● **Exercise details**
Find out how many lines in the records have the string "with" in them, and state only that number.

● **Task data**
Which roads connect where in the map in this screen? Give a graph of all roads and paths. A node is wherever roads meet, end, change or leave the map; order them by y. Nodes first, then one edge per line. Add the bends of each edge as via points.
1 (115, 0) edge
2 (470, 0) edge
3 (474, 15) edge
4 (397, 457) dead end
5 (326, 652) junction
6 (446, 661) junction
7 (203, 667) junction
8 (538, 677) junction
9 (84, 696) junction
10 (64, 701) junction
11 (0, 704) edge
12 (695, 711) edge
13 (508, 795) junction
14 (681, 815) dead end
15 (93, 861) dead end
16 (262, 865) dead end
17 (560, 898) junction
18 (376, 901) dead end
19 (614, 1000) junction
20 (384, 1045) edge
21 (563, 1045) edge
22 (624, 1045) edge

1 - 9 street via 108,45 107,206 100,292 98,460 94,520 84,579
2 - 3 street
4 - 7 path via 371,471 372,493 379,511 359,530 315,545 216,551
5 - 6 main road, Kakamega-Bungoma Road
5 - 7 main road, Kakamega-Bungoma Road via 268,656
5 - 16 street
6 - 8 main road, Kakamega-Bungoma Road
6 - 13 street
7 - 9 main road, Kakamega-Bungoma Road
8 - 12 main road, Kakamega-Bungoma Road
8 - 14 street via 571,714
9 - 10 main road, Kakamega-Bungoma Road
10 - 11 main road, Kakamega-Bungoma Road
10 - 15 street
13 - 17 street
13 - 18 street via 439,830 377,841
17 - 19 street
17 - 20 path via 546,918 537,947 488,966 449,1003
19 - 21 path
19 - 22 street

...

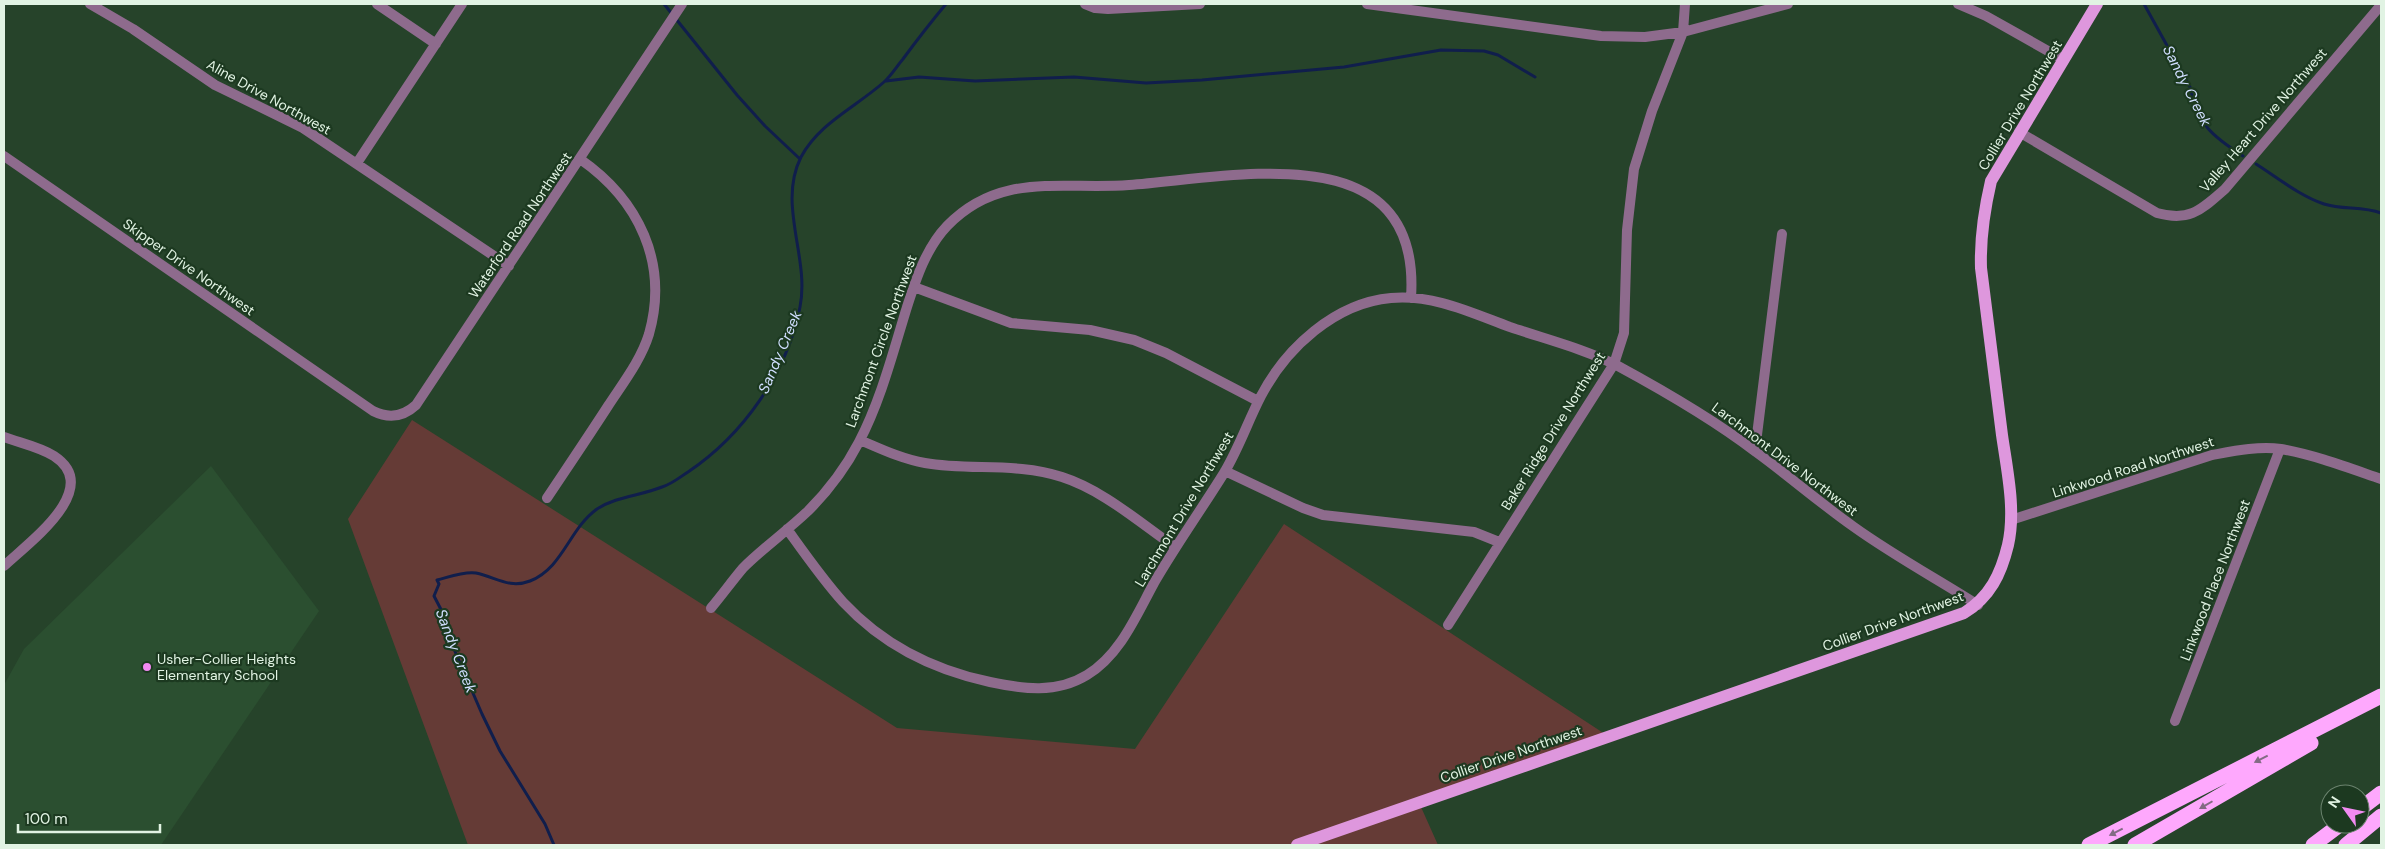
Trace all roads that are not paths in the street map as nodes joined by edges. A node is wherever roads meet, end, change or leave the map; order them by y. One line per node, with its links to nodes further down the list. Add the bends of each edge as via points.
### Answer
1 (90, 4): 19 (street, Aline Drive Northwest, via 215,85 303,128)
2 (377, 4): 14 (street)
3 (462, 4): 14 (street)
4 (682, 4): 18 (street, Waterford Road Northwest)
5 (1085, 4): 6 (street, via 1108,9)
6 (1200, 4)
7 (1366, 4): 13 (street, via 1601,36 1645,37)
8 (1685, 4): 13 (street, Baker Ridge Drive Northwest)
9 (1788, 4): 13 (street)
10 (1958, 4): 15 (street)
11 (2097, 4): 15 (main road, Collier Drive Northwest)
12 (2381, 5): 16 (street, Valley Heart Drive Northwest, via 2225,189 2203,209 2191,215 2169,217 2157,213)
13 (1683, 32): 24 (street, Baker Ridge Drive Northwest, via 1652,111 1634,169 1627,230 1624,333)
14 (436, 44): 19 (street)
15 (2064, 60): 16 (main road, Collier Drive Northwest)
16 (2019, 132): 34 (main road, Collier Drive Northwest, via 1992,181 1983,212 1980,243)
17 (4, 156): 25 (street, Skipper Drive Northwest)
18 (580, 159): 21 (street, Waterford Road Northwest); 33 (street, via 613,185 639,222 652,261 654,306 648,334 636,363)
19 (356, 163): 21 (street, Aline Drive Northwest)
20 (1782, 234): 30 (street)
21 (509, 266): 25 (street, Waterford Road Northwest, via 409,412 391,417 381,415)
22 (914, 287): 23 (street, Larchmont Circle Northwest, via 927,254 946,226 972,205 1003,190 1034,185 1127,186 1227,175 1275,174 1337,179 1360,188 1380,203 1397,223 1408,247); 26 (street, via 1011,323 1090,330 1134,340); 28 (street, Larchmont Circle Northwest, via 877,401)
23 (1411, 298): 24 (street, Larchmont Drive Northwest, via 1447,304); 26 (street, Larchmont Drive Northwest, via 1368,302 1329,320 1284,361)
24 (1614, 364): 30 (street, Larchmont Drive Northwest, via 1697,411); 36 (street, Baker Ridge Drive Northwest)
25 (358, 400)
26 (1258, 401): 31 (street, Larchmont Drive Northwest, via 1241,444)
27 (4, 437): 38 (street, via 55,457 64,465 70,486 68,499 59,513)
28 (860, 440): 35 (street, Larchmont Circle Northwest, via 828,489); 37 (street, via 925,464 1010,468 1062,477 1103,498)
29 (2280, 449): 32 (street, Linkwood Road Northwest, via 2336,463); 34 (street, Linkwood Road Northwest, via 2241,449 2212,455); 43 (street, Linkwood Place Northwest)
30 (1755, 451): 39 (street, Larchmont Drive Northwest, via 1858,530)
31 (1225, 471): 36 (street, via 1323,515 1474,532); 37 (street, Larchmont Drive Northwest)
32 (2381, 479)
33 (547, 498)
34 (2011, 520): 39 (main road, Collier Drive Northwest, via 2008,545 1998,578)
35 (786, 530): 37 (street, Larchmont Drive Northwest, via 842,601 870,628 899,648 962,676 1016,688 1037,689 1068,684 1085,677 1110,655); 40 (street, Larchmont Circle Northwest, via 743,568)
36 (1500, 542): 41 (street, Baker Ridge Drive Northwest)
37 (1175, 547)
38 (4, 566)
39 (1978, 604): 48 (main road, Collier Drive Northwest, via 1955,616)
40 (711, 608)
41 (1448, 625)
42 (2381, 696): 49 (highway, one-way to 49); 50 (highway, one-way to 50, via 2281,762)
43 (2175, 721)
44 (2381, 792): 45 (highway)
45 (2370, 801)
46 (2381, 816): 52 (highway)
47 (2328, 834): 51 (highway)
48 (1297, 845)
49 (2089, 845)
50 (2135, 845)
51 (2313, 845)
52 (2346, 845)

==

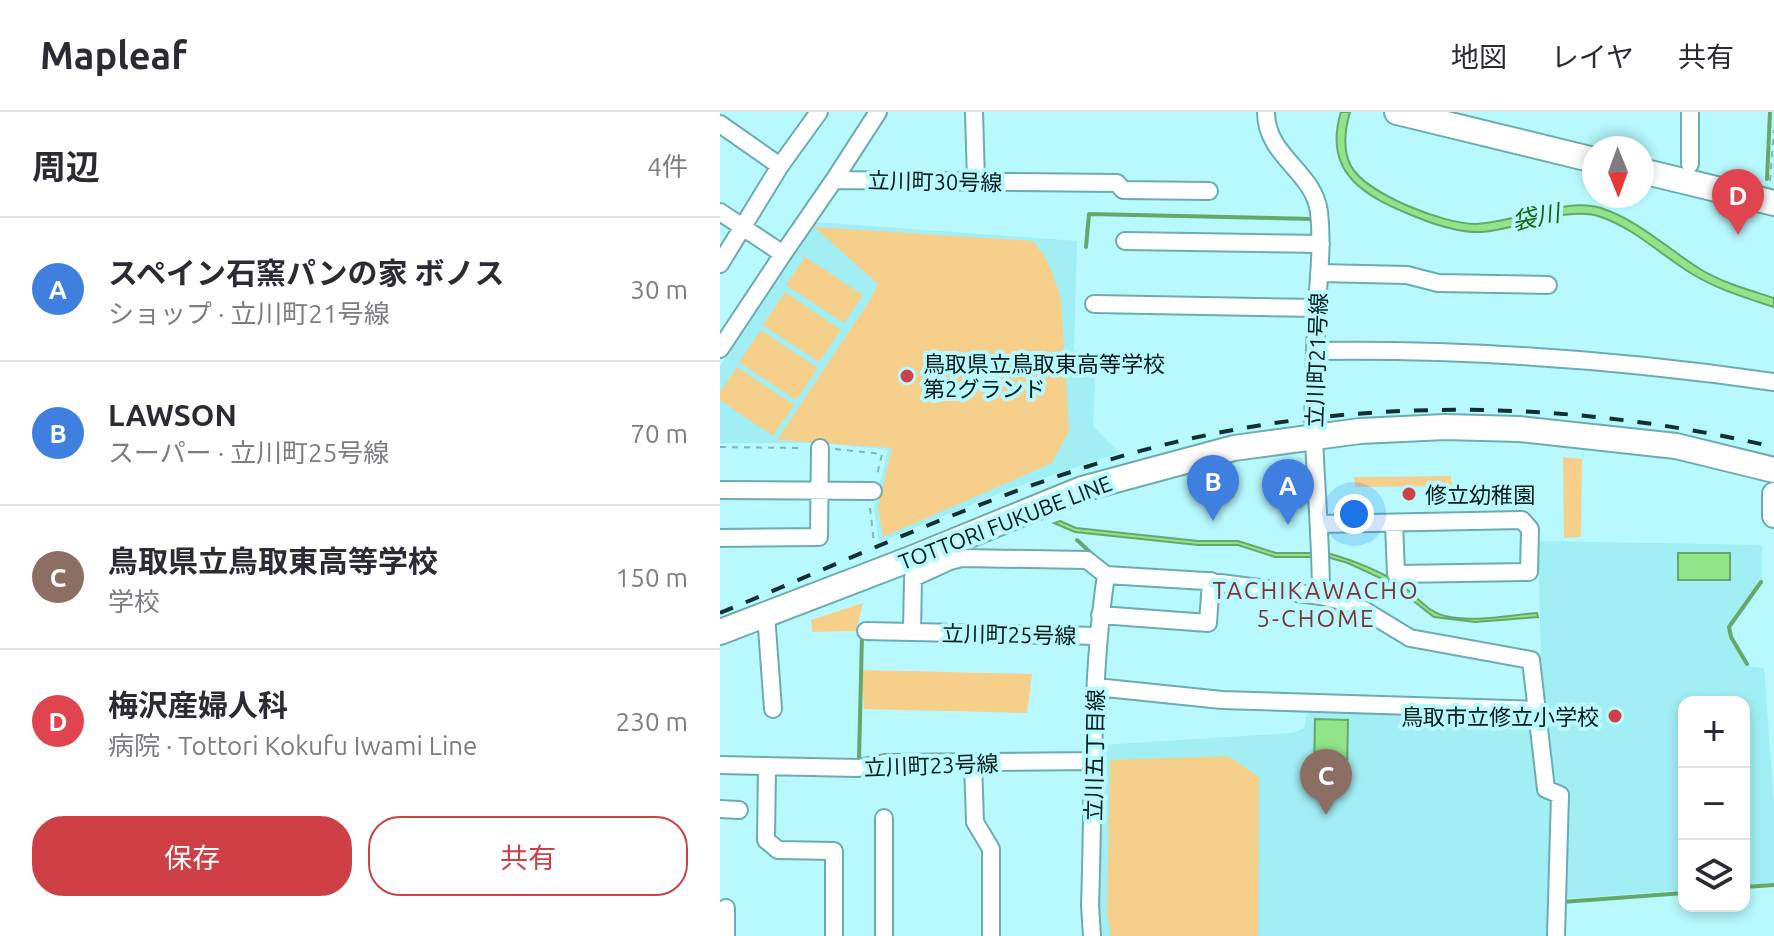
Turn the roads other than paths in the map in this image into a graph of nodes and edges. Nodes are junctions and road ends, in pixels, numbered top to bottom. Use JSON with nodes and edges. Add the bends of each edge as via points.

● **Written answer**
2